_INFORMATION SHOWN_.

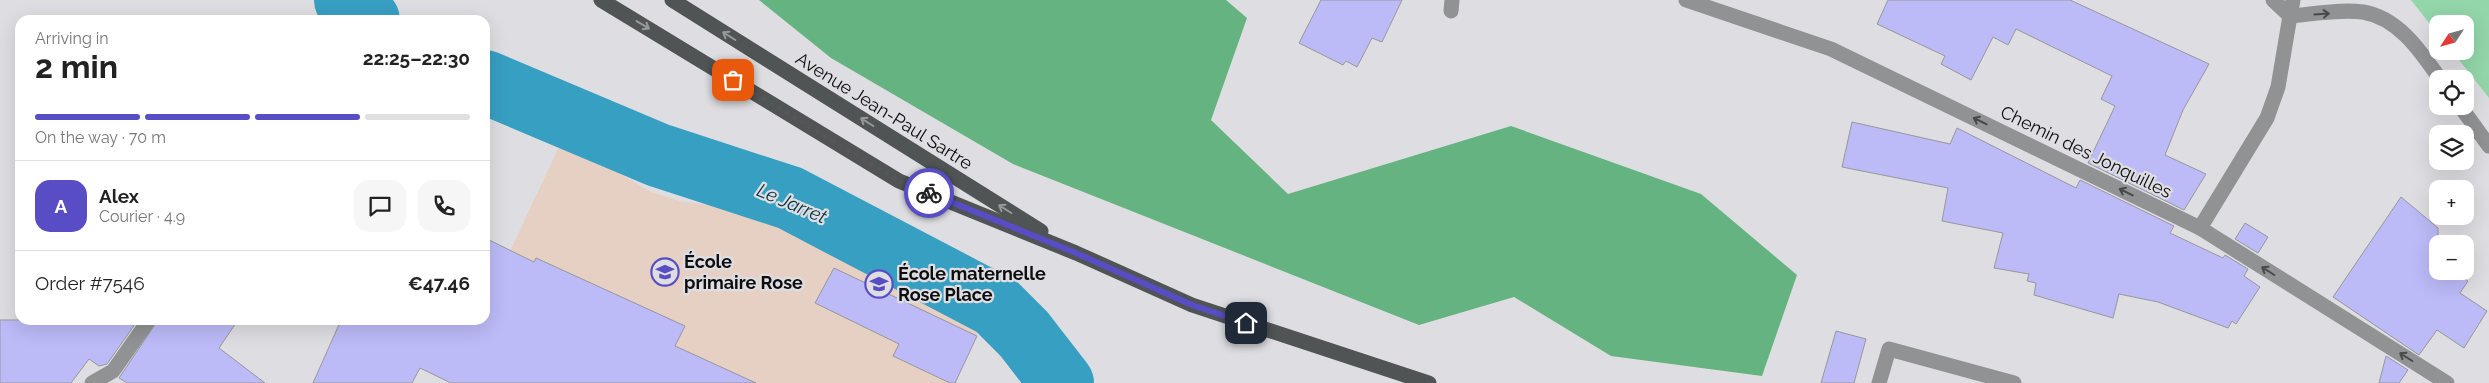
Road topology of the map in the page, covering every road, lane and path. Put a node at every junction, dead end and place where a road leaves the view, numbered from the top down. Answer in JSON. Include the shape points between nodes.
{"nodes":[{"id":1,"x":601,"y":0,"type":"edge"},
{"id":2,"x":672,"y":0,"type":"edge"},
{"id":3,"x":1686,"y":0,"type":"edge"},
{"id":4,"x":2273,"y":0,"type":"edge"},
{"id":5,"x":2293,"y":0,"type":"edge"},
{"id":6,"x":2290,"y":16,"type":"junction"},
{"id":7,"x":2433,"y":70,"type":"edge"},
{"id":8,"x":2467,"y":115,"type":"edge"},
{"id":9,"x":2489,"y":146,"type":"edge"},
{"id":10,"x":2200,"y":228,"type":"junction"},
{"id":11,"x":1076,"y":253,"type":"junction"},
{"id":12,"x":145,"y":325,"type":"edge"},
{"id":13,"x":92,"y":383,"type":"edge"},
{"id":14,"x":1428,"y":383,"type":"edge"},
{"id":15,"x":1879,"y":383,"type":"edge"},
{"id":16,"x":2014,"y":383,"type":"edge"},
{"id":17,"x":2448,"y":383,"type":"edge"}],
"edges":[{"from":1,"to":11,"type":"main road","name":"Avenue Jean-Paul Sartre","one_way":true,"via":[[899,181]]},
{"from":11,"to":2,"type":"main road","name":"Avenue Jean-Paul Sartre","one_way":true},
{"from":10,"to":3,"type":"street","name":"Chemin des Jonquilles","one_way":true,"via":[[1831,49]]},
{"from":4,"to":6,"type":"street"},
{"from":5,"to":6,"type":"street"},
{"from":6,"to":7,"type":"street","one_way":true,"via":[[2364,12],[2390,23],[2410,40]]},
{"from":6,"to":10,"type":"street","via":[[2285,57],[2267,118]]},
{"from":8,"to":9,"type":"street"},
{"from":17,"to":10,"type":"street","name":"Chemin des Jonquilles","one_way":true},
{"from":11,"to":14,"type":"main road","name":"Avenue Jean-Paul Sartre","via":[[1192,305]]},
{"from":12,"to":13,"type":"street","via":[[112,371]]},
{"from":15,"to":16,"type":"street","via":[[1889,348]]}]}
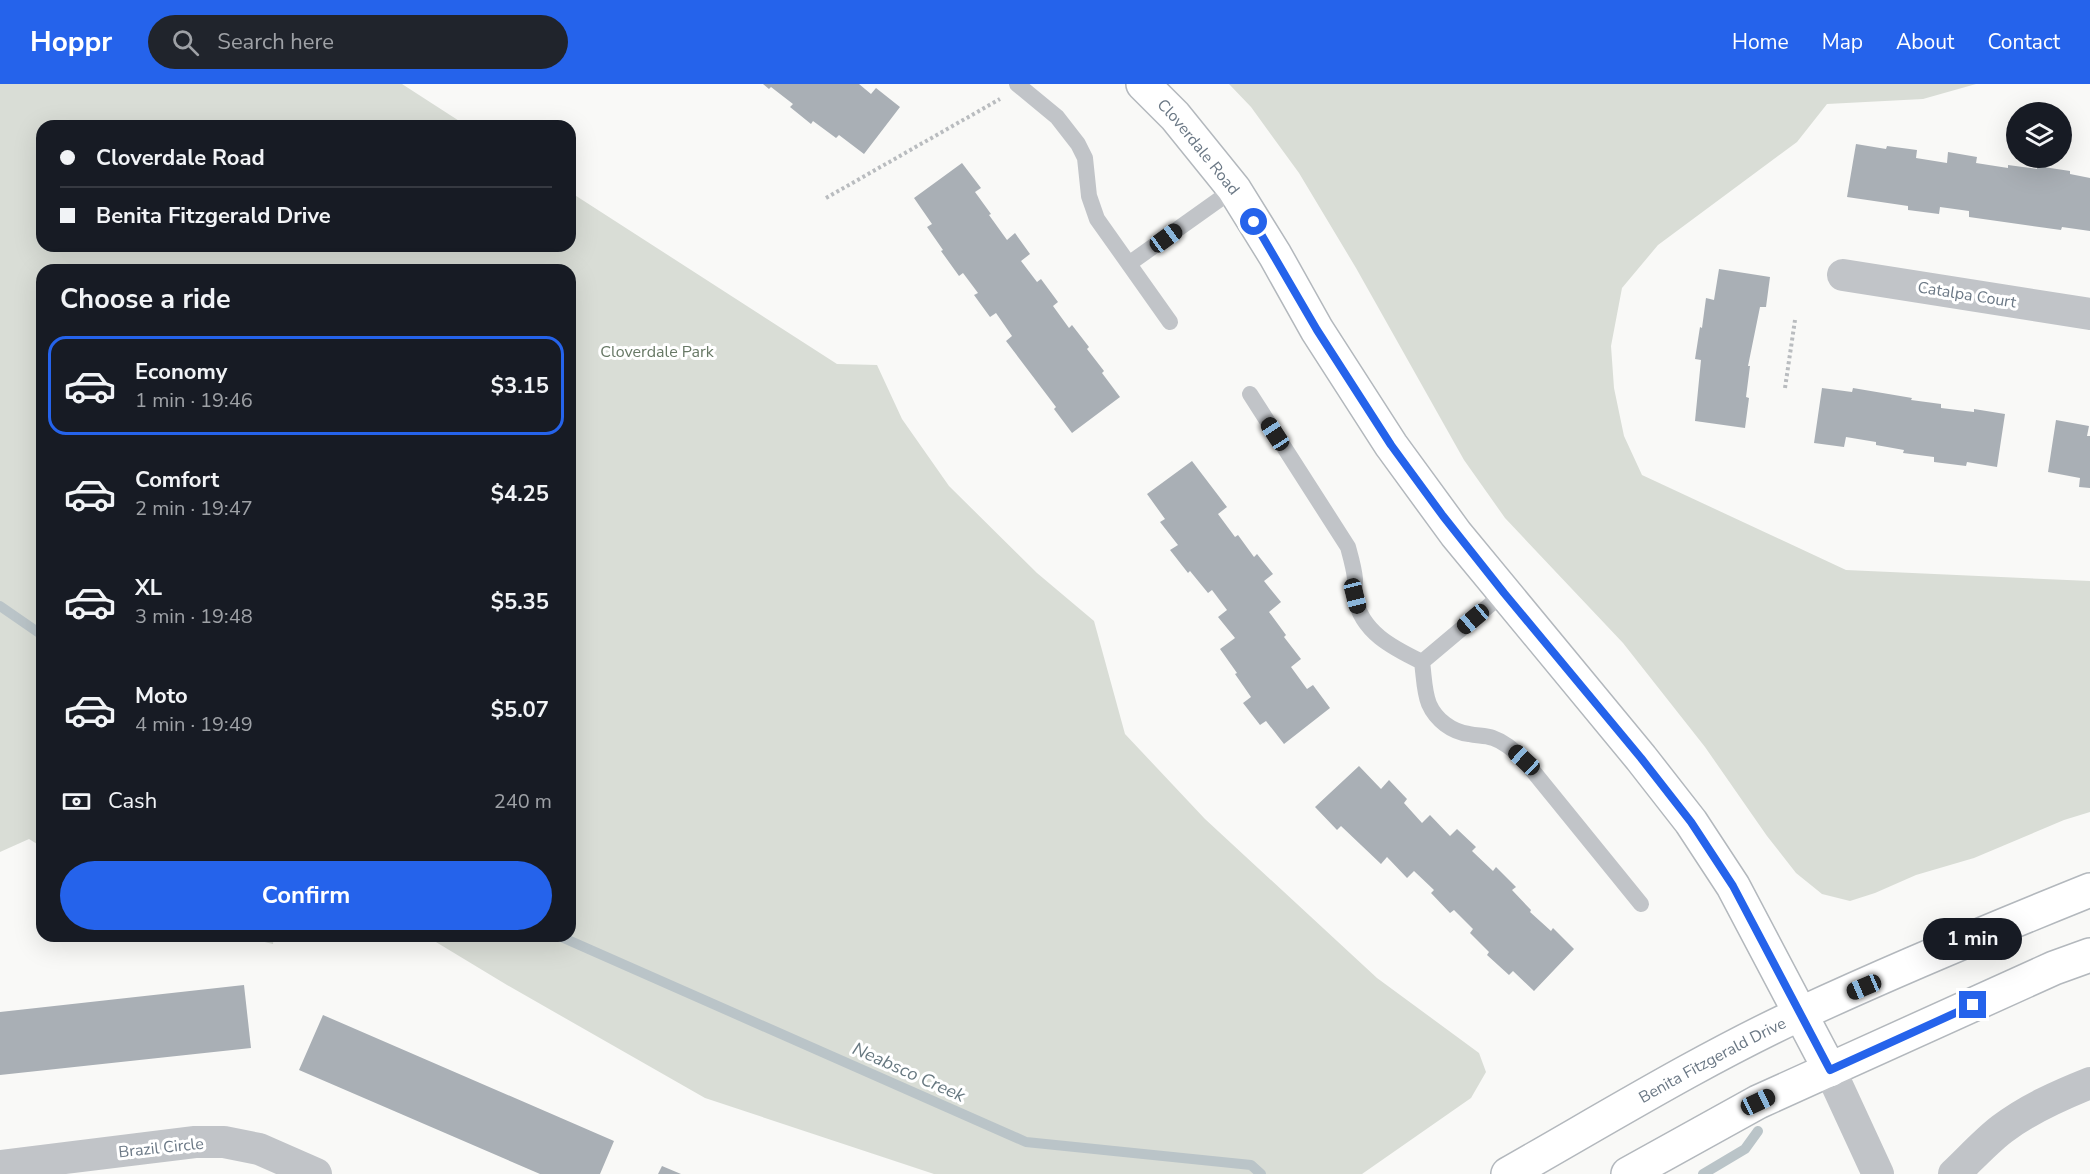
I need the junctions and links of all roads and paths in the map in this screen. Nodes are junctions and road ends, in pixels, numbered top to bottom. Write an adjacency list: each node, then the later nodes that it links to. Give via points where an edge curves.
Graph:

_ASSIGNMENT_. Give every line of the listing above again, exactly, with no images.

_ANSWER SPACE_.
Road topology of the map in the page, covering every road, lane and path. Put a node at every junction, dead end and place where a road leaves the view, numbered from the top down. Answer in JSON. Include the shape points between nodes.
{"nodes":[{"id":1,"x":601,"y":0,"type":"edge"},
{"id":2,"x":672,"y":0,"type":"edge"},
{"id":3,"x":1686,"y":0,"type":"edge"},
{"id":4,"x":2273,"y":0,"type":"edge"},
{"id":5,"x":2293,"y":0,"type":"edge"},
{"id":6,"x":2290,"y":16,"type":"junction"},
{"id":7,"x":2433,"y":70,"type":"edge"},
{"id":8,"x":2467,"y":115,"type":"edge"},
{"id":9,"x":2489,"y":146,"type":"edge"},
{"id":10,"x":2200,"y":228,"type":"junction"},
{"id":11,"x":1076,"y":253,"type":"junction"},
{"id":12,"x":145,"y":325,"type":"edge"},
{"id":13,"x":92,"y":383,"type":"edge"},
{"id":14,"x":1428,"y":383,"type":"edge"},
{"id":15,"x":1879,"y":383,"type":"edge"},
{"id":16,"x":2014,"y":383,"type":"edge"},
{"id":17,"x":2448,"y":383,"type":"edge"}],
"edges":[{"from":1,"to":11,"type":"main road","name":"Avenue Jean-Paul Sartre","one_way":true,"via":[[899,181]]},
{"from":11,"to":2,"type":"main road","name":"Avenue Jean-Paul Sartre","one_way":true},
{"from":10,"to":3,"type":"street","name":"Chemin des Jonquilles","one_way":true,"via":[[1831,49]]},
{"from":4,"to":6,"type":"street"},
{"from":5,"to":6,"type":"street"},
{"from":6,"to":7,"type":"street","one_way":true,"via":[[2364,12],[2390,23],[2410,40]]},
{"from":6,"to":10,"type":"street","via":[[2285,57],[2267,118]]},
{"from":8,"to":9,"type":"street"},
{"from":17,"to":10,"type":"street","name":"Chemin des Jonquilles","one_way":true},
{"from":11,"to":14,"type":"main road","name":"Avenue Jean-Paul Sartre","via":[[1192,305]]},
{"from":12,"to":13,"type":"street","via":[[112,371]]},
{"from":15,"to":16,"type":"street","via":[[1889,348]]}]}
I need the junctions and links of all roads and paths in the map in this screen. Nodes are junctions and road ends, in pixels, numbered top to bottom. Write an adjacency list: each node, then the later nodes that it links to. Give via points where an edge curves.
Graph:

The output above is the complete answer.